A journey into the mysteries of N64 RCP

dimanche 29 septembre 2024

Status & Hiatus

Hello :)

It is a long while that I did not update my blog. I continued to work on my ucode and actually I am near completion. Not all features intended are at final stage but my codes works as according to my ideas.

In a nutshell:

1) Colors (including fog alpha value) and textures coordinates are loaded at pipeline level and they are not part of the vertex attribute anymore. With a color and texture DMEM buffer, this saves a significant DMEM memory.

2) After reviewing the clipping code in more details of Fast3D, I discovered that awful truth: about 200 bytes of memory, reserved for clipping in DMEM, was NEVER used.

As I only arrive 52 vtx available in the vertex buffer, I went down the road to further optimize the vertex structure.

3) The only way to do was to reduce the space used for clipping. As such I decided to keep in the original vertices coordinates along with a reference to its MVP matrix and calculate the data needed for the clipping only when clipping occurs. It does mean that the MVP matrix used for the vertex processed must be still available in DMEM memory.
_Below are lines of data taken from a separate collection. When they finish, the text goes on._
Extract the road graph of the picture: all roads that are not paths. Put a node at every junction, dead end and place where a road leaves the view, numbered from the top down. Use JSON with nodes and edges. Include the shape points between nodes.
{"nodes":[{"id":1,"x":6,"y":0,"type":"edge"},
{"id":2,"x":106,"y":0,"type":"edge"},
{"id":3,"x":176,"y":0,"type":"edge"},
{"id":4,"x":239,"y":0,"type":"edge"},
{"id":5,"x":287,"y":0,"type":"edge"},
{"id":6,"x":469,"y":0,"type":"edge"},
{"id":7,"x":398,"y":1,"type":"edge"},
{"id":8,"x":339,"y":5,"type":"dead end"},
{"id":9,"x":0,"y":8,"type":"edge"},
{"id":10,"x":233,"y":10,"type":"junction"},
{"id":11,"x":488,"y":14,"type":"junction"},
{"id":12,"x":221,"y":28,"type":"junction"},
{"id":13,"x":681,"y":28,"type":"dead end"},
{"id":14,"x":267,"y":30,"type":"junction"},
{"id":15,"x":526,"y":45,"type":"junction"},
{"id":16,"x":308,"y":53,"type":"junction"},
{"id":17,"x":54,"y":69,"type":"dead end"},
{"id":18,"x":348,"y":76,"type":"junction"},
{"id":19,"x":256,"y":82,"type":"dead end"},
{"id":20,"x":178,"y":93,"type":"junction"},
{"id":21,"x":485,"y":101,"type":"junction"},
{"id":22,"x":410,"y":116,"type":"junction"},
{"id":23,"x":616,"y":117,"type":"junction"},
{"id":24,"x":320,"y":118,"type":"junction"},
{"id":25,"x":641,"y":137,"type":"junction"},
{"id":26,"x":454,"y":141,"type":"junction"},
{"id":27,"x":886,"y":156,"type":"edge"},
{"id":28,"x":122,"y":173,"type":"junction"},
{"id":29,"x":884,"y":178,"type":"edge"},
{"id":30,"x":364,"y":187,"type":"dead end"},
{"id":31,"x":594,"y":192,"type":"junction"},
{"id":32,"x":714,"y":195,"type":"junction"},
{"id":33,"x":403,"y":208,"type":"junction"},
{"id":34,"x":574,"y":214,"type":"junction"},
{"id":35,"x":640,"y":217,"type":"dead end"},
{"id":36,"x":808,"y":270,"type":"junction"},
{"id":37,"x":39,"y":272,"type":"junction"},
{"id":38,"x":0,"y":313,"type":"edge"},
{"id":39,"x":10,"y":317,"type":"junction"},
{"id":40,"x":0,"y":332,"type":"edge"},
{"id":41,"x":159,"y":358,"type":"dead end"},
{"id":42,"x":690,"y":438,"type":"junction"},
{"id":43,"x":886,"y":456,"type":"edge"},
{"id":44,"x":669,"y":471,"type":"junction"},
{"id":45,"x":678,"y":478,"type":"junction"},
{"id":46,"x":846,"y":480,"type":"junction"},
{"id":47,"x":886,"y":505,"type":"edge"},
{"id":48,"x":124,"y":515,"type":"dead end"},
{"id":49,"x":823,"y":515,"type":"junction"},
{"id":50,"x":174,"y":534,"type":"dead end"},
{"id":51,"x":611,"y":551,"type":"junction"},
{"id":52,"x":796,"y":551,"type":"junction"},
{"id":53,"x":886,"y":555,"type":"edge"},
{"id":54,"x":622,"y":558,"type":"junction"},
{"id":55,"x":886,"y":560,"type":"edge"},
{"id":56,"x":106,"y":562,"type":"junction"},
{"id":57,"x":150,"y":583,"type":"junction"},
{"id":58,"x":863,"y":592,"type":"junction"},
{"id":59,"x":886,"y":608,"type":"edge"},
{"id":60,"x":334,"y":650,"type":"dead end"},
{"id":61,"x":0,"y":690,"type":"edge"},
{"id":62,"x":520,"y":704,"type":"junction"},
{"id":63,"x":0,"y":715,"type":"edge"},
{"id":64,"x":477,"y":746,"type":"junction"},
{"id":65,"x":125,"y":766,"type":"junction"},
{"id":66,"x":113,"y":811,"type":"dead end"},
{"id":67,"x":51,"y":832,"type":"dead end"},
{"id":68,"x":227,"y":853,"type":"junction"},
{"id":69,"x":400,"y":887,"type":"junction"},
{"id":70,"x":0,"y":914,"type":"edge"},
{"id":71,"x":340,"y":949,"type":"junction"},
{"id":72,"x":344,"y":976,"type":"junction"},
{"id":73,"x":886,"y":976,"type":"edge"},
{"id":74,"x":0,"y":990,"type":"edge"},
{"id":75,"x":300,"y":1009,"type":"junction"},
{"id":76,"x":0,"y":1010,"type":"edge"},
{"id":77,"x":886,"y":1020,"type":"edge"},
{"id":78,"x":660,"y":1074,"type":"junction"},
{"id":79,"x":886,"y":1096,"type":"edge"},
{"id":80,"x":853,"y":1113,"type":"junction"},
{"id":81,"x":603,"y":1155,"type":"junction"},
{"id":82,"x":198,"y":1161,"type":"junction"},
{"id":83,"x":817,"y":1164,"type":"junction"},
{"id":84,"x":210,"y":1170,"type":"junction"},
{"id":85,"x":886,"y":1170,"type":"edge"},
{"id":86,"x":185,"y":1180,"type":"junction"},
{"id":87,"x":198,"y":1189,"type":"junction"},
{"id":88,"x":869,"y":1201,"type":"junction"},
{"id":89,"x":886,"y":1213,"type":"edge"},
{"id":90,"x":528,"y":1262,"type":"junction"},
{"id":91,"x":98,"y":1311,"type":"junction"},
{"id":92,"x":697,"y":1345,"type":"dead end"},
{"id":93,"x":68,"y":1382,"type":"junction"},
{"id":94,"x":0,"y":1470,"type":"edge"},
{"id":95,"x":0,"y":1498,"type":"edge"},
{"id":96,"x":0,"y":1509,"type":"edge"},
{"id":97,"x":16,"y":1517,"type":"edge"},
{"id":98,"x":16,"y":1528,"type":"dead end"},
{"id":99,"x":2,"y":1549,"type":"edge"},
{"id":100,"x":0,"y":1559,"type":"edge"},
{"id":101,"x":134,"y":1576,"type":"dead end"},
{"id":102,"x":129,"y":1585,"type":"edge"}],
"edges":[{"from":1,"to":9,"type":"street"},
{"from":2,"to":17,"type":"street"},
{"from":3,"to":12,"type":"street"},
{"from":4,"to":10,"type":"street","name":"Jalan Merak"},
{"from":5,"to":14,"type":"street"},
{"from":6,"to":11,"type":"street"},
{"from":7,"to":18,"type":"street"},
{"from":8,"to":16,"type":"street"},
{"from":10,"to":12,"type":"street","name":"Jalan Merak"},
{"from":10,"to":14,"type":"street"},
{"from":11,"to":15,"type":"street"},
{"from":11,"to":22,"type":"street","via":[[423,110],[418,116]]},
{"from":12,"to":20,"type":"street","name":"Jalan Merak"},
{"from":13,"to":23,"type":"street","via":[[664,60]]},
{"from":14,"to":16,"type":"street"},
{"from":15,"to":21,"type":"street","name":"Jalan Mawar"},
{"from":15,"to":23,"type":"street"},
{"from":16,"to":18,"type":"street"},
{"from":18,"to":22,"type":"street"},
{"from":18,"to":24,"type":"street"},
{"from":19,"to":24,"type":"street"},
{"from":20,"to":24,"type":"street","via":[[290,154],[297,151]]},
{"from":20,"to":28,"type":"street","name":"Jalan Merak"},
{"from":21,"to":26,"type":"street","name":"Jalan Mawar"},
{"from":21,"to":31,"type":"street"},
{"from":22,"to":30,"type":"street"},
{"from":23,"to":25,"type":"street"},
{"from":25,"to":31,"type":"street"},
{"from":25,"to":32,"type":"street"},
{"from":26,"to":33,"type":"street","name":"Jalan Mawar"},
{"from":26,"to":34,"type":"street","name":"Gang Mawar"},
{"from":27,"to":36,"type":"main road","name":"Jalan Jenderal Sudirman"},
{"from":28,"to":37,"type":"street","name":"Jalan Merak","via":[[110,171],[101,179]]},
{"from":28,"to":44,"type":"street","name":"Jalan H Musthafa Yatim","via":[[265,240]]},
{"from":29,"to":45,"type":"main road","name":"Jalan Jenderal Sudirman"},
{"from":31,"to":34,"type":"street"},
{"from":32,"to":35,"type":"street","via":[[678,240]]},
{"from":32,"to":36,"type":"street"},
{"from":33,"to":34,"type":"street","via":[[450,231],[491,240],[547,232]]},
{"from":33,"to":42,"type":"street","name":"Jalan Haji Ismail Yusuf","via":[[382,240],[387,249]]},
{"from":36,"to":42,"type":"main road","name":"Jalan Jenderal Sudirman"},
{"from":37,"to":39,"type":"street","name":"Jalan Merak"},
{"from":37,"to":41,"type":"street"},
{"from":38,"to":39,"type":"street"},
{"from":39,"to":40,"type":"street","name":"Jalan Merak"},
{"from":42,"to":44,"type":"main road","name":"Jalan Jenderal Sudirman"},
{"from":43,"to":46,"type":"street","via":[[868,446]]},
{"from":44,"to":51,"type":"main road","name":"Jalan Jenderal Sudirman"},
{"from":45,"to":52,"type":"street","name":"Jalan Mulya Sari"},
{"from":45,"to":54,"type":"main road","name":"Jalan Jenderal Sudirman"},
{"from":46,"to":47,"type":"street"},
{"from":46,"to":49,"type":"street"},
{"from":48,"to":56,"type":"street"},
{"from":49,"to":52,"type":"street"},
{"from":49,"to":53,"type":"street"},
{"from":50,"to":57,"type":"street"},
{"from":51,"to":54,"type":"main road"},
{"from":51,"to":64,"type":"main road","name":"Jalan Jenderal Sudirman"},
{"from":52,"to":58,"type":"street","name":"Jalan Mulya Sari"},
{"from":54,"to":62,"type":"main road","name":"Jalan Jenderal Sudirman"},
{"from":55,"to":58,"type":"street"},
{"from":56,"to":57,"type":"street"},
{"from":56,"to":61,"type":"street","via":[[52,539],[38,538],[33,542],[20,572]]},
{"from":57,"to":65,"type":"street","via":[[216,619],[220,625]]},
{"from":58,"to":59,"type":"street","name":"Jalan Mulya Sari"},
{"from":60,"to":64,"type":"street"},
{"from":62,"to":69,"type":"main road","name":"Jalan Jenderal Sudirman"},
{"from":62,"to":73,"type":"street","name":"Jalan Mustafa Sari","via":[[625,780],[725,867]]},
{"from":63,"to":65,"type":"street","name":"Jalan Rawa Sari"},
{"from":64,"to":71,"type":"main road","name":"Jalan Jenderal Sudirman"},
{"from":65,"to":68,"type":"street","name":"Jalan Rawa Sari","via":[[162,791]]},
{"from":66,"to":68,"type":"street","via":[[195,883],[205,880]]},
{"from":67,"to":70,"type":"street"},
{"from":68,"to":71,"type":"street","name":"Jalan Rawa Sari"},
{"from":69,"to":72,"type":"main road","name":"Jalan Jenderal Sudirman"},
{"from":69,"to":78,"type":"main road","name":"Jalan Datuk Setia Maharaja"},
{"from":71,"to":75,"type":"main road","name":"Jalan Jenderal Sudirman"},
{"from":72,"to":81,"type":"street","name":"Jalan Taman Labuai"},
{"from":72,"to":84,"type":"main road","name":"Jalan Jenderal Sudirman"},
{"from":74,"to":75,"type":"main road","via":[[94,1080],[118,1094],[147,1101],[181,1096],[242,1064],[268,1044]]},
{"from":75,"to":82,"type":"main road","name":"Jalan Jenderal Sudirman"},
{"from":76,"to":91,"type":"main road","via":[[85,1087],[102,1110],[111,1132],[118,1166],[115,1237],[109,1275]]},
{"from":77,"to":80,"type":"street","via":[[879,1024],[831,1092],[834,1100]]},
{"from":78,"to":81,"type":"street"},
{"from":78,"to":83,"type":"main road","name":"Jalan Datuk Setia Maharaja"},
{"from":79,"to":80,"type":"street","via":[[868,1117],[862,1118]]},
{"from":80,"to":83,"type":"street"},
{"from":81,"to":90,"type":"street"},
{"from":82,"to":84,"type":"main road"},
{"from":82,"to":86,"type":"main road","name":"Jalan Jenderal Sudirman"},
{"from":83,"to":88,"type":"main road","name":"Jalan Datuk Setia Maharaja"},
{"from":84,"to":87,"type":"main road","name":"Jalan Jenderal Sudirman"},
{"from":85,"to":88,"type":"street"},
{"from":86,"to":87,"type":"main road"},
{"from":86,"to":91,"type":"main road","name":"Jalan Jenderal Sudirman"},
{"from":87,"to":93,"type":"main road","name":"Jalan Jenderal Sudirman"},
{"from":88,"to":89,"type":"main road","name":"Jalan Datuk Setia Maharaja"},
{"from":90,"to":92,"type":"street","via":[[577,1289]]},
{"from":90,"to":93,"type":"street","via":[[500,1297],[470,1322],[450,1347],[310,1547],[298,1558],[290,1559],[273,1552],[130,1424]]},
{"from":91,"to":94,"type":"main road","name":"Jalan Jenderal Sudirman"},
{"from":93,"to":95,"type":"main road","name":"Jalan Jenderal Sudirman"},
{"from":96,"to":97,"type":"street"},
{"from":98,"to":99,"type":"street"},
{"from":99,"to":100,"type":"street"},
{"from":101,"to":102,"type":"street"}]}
4) In order to do so, I change the way to store the matrix: the space allocated in DMEM for modelview, projection and ModelviewProjection matrix can be allocated dynamically by the users. This allows where necessary to have actually 3 MVP matrix stored at the same time in DMEM. It is also possible to pop matrix as necessary.

This trick works fine for static objects/scene but it might be an issue with characters using bones.

The vertex buffer thanks to this went up to 64 vertex, which is really nice! :)

I tried, without success, to get my ucode working with nusys. I am not sure it is feasible to do without the source code of nusys.

I did not finish the implementation of point lighting. I may one day want to come back to this, though it is unlikely.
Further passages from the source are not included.